- _How to complete this task_: Quote the records beneath, complete and exact. Leave out images.

Saved data entries:
+ + + + +
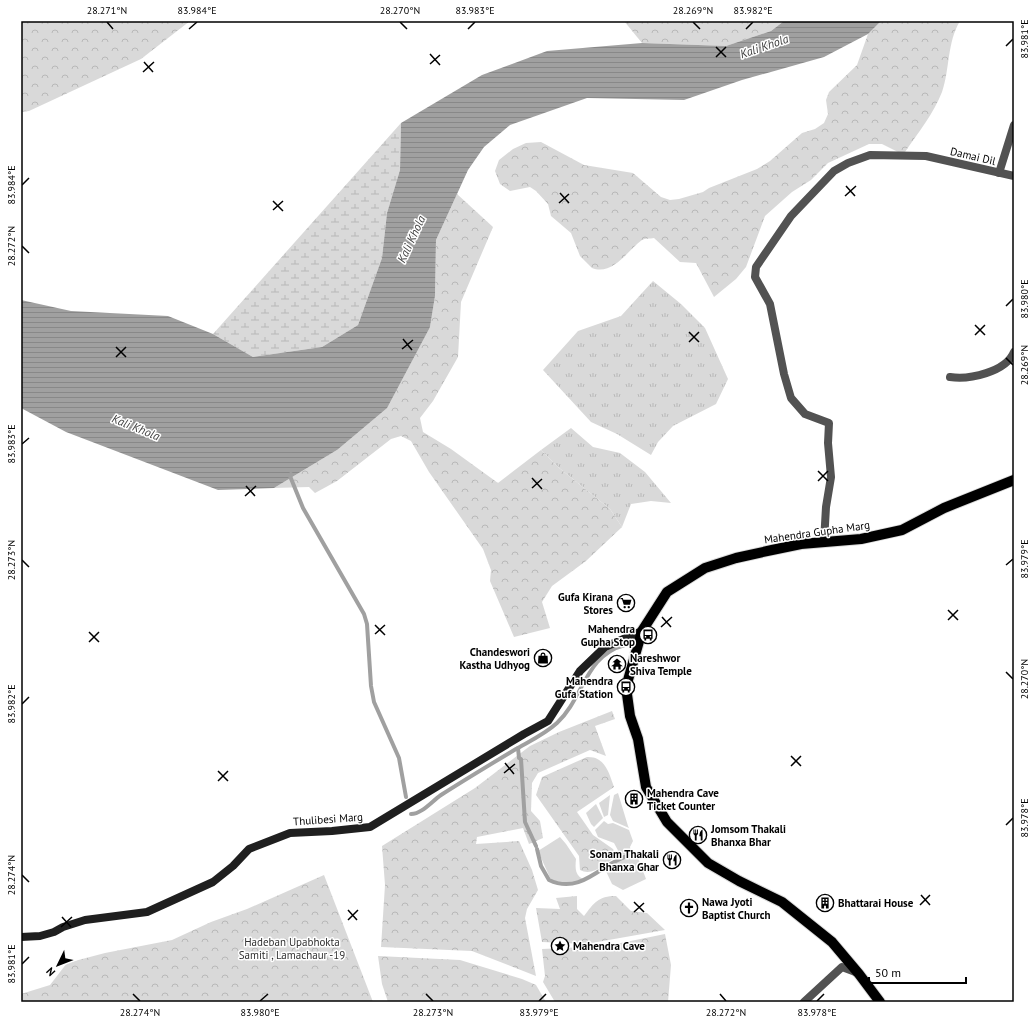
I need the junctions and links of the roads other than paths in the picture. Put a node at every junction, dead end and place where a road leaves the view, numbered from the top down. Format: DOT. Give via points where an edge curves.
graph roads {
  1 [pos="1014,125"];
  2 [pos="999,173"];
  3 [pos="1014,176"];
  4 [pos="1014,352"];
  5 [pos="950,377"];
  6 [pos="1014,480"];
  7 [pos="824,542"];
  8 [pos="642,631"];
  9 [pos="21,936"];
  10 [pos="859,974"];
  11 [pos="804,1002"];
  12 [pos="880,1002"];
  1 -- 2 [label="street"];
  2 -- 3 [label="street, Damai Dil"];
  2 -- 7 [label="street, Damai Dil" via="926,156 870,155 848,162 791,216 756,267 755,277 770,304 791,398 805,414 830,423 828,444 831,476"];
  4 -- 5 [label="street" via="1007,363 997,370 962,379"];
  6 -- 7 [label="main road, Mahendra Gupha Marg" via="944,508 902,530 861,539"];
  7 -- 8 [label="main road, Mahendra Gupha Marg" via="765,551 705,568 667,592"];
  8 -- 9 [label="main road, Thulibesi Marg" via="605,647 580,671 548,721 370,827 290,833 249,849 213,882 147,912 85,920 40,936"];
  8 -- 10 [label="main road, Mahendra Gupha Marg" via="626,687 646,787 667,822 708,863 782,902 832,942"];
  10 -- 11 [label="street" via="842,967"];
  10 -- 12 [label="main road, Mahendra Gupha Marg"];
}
+ + + + +
- _Answer for the task_:
I need the junctions and links of the roads other than paths in the picture. Put a node at every junction, dead end and place where a road leaves the view, numbered from the top down. Format: DOT. Give via points where an edge curves.
graph roads {
  1 [pos="1014,125"];
  2 [pos="999,173"];
  3 [pos="1014,176"];
  4 [pos="1014,352"];
  5 [pos="950,377"];
  6 [pos="1014,480"];
  7 [pos="824,542"];
  8 [pos="642,631"];
  9 [pos="21,936"];
  10 [pos="859,974"];
  11 [pos="804,1002"];
  12 [pos="880,1002"];
  1 -- 2 [label="street"];
  2 -- 3 [label="street, Damai Dil"];
  2 -- 7 [label="street, Damai Dil" via="926,156 870,155 848,162 791,216 756,267 755,277 770,304 791,398 805,414 830,423 828,444 831,476"];
  4 -- 5 [label="street" via="1007,363 997,370 962,379"];
  6 -- 7 [label="main road, Mahendra Gupha Marg" via="944,508 902,530 861,539"];
  7 -- 8 [label="main road, Mahendra Gupha Marg" via="765,551 705,568 667,592"];
  8 -- 9 [label="main road, Thulibesi Marg" via="605,647 580,671 548,721 370,827 290,833 249,849 213,882 147,912 85,920 40,936"];
  8 -- 10 [label="main road, Mahendra Gupha Marg" via="626,687 646,787 667,822 708,863 782,902 832,942"];
  10 -- 11 [label="street" via="842,967"];
  10 -- 12 [label="main road, Mahendra Gupha Marg"];
}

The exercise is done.